Expression of SARS-CoV-1 spike protein in fecal samples of the EcN-pAIDA1-SP, EcN-pAIDA1, and control mice. Western blot analysis for SARS-CoV-2 spike protein S1 quantification (A,B). Results are expressed in mean ± SD of n = 4 experiments performed in triplicate. (*** p < 0.001 vs. control group). (See Supplementary Figure for uncropped blots).

Figure 3

E. coli Nissle pAIDA1-Spike triggered IgG(s) production after oral administration. IgG titre in sera samples of mice treated with control (black), EcN-pAIDA1 2 × 10⁹ CFU (red), and EcN-pAIDA1-SP 2 × 10⁹ CFU (blue) at weeks 0, 2, 4, 6, 8, 10, 12, 14, and 16. Results are expressed in mean ± SD of n = 4 experiments performed in triplicate. (** p < 0.01 vs. control group, *** p < 0.001 vs. control group).

Figure 4

E. coli Nissle pAIDA1-Spike triggered IgA(s) production after oral administration. IgA titre in samples of mice treated with control (black), EcN-pAIDA1 2 × 10⁹ CFU (red), and EcN-pAIDA1-SP 2 × 10⁹ CFU (blue) at weeks 0, 4, 8, 12, and 16. (A) IgA titre in fecal samples of mice treated with gavage of PBS (black), EcN-pAIDA1 d 2 × 10⁹ CFU (red), and EcN-pAIDA1-SP 2 × 10⁹ CFU (blue). (B) IgA titre in GLF samples of mice treated with gavage of PBS (black), EcN-pAIDA1 d 2 × 10⁹ CFU (red), and EcN-pAIDA1-SP 2 × 10⁹ CFU (blue). (C) IgA titre in BALF samples of mice treated with gavage of PBS (black), EcN-pAIDA1 d 2 × 10⁹ CFU (red), and EcN-pAIDA1-SP 2 × 10⁹ CFU (blue).
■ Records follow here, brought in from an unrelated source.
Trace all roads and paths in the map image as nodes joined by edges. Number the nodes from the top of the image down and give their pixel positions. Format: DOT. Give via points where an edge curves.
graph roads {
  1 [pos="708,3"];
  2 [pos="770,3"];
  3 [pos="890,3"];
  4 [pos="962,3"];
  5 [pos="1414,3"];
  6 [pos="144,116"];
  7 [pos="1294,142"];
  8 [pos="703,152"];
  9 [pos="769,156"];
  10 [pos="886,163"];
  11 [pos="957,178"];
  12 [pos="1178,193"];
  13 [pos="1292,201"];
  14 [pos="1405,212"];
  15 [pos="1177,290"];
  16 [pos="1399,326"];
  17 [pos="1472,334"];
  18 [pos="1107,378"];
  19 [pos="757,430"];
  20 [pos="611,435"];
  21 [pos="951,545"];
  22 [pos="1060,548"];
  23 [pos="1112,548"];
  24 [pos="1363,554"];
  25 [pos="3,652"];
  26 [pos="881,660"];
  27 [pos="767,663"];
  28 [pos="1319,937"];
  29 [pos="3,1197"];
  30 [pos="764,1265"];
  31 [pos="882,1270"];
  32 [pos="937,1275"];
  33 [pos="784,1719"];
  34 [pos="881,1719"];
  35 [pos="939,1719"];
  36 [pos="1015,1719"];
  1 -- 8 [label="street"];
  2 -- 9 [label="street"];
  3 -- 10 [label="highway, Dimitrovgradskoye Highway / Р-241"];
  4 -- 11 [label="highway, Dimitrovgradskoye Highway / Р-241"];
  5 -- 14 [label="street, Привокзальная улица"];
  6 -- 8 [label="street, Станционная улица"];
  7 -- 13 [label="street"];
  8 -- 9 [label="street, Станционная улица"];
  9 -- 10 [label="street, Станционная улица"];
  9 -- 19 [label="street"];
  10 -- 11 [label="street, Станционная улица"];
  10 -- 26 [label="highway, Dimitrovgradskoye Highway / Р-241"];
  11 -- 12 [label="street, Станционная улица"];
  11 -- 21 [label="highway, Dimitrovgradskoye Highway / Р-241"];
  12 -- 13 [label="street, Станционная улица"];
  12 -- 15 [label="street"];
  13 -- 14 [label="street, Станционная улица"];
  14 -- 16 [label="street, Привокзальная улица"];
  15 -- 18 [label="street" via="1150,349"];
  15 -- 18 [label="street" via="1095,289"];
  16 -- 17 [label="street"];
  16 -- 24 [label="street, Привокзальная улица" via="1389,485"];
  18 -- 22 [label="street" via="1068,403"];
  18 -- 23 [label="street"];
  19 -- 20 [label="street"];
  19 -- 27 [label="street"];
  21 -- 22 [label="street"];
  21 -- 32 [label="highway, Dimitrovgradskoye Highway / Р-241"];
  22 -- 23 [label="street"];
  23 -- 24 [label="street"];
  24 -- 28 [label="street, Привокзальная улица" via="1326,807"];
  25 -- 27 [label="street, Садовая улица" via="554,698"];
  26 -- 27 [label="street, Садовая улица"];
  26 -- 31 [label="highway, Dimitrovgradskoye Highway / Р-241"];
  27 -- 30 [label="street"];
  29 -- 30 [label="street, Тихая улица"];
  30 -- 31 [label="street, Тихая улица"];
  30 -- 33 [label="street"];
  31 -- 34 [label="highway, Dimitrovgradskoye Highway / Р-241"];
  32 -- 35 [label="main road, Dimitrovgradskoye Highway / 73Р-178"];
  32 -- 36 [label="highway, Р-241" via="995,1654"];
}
Results are expressed in mean ± SD of n = 8 experiments performed in triplicate. (* p < 0.05 vs. control group, ** p < 0.01 vs. control group, *** p < 0.001 vs. control group).

Figure 5

Immunofluorescence staining and their respective quantification corresponding to (A,B) CD103 and (C–F) CD138 at the colon and spleen sites, showing the effects of the EcN-pAIDA1-SP on mucosal dendritic cells in the gut (A) and on plasma cell population in the colonic mucosa and at the spleen site. All the samples of EcN-pAISA1-SP immunized group, EcN-pAIDA1 group, and control group were collected at week 16. Nuclei were stained using Hoechst staining. Results are expressed as mean ± SD of n = 5 experiments performed in triplicate. *** p < 0.001 vs. control. Scale bar = 20 μm (A,C); 100 μm (D).

Figure 6

Specific anti-SARS-CoV-2 spike IgG antibody avidity detected in sera samples of EcN-pAISA1-SP immunized group at weeks 4, 8, 12, and 16 (A). Specific anti-SARS-CoV-2 spike IgA antibody avidity detected in BALFs samples of EcN-pAIDA1-SP immunized group at weeks 4, 8, 12, and 16 (B). Specific anti-SARS-CoV-2 spike IgA antibody avidity detected in GLFs samples of EcN-pAISA1-SP immunized group at weeks 4, 8, 12, and 16 (C). Results were calculated as ODurea/ODreference and express as a percentage of n = 4 experiments performed in triplicate.

Figure 7

Representative images of hematoxylin-and-eosin (H&E) stained colon sections (A) and relative histological damage score showing the effect of the EcN-pAIDA1-SP (B); magnification 4×; samples collected at t = 16 weeks. Serum levels of LPS after oral administration of control, EcN-pAIDA1, and EcN-pAIDA1-SP; samples collected at t = 16 weeks (C). Results are expressed as mean ± SD of n = 4 experiments performed in triplicate.